_ABOUT THIS TASK_.
Since each line must match the original, copy out the records with no differences at all.

_SUPPLIED RECORDS_.
---*---
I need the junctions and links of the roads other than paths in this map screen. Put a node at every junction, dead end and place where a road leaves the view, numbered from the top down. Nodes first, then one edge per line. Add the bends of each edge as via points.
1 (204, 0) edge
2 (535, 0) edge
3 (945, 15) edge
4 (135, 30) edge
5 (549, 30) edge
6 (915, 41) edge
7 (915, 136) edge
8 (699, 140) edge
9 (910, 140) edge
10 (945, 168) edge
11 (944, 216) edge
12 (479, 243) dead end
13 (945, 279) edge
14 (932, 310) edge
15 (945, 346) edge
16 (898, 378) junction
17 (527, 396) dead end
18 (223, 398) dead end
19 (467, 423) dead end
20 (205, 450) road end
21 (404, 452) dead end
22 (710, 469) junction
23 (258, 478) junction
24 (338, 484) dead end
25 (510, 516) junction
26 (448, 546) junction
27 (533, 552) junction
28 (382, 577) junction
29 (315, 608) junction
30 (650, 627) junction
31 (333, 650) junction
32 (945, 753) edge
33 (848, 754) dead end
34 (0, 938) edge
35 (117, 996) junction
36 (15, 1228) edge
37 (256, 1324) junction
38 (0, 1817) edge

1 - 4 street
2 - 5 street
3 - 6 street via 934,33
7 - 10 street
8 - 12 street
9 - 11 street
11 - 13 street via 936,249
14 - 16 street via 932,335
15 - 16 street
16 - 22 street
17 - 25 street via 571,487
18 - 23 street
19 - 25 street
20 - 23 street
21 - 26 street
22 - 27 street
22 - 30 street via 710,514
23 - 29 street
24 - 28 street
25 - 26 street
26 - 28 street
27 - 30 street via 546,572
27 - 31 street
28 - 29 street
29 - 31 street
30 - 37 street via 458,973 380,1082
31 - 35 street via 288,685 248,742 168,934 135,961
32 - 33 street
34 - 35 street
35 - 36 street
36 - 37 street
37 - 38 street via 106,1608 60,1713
---*---
_ANSWER BOX_.
I need the junctions and links of the roads other than paths in this map screen. Put a node at every junction, dead end and place where a road leaves the view, numbered from the top down. Nodes first, then one edge per line. Add the bends of each edge as via points.
1 (204, 0) edge
2 (535, 0) edge
3 (945, 15) edge
4 (135, 30) edge
5 (549, 30) edge
6 (915, 41) edge
7 (915, 136) edge
8 (699, 140) edge
9 (910, 140) edge
10 (945, 168) edge
11 (944, 216) edge
12 (479, 243) dead end
13 (945, 279) edge
14 (932, 310) edge
15 (945, 346) edge
16 (898, 378) junction
17 (527, 396) dead end
18 (223, 398) dead end
19 (467, 423) dead end
20 (205, 450) road end
21 (404, 452) dead end
22 (710, 469) junction
23 (258, 478) junction
24 (338, 484) dead end
25 (510, 516) junction
26 (448, 546) junction
27 (533, 552) junction
28 (382, 577) junction
29 (315, 608) junction
30 (650, 627) junction
31 (333, 650) junction
32 (945, 753) edge
33 (848, 754) dead end
34 (0, 938) edge
35 (117, 996) junction
36 (15, 1228) edge
37 (256, 1324) junction
38 (0, 1817) edge

1 - 4 street
2 - 5 street
3 - 6 street via 934,33
7 - 10 street
8 - 12 street
9 - 11 street
11 - 13 street via 936,249
14 - 16 street via 932,335
15 - 16 street
16 - 22 street
17 - 25 street via 571,487
18 - 23 street
19 - 25 street
20 - 23 street
21 - 26 street
22 - 27 street
22 - 30 street via 710,514
23 - 29 street
24 - 28 street
25 - 26 street
26 - 28 street
27 - 30 street via 546,572
27 - 31 street
28 - 29 street
29 - 31 street
30 - 37 street via 458,973 380,1082
31 - 35 street via 288,685 248,742 168,934 135,961
32 - 33 street
34 - 35 street
35 - 36 street
36 - 37 street
37 - 38 street via 106,1608 60,1713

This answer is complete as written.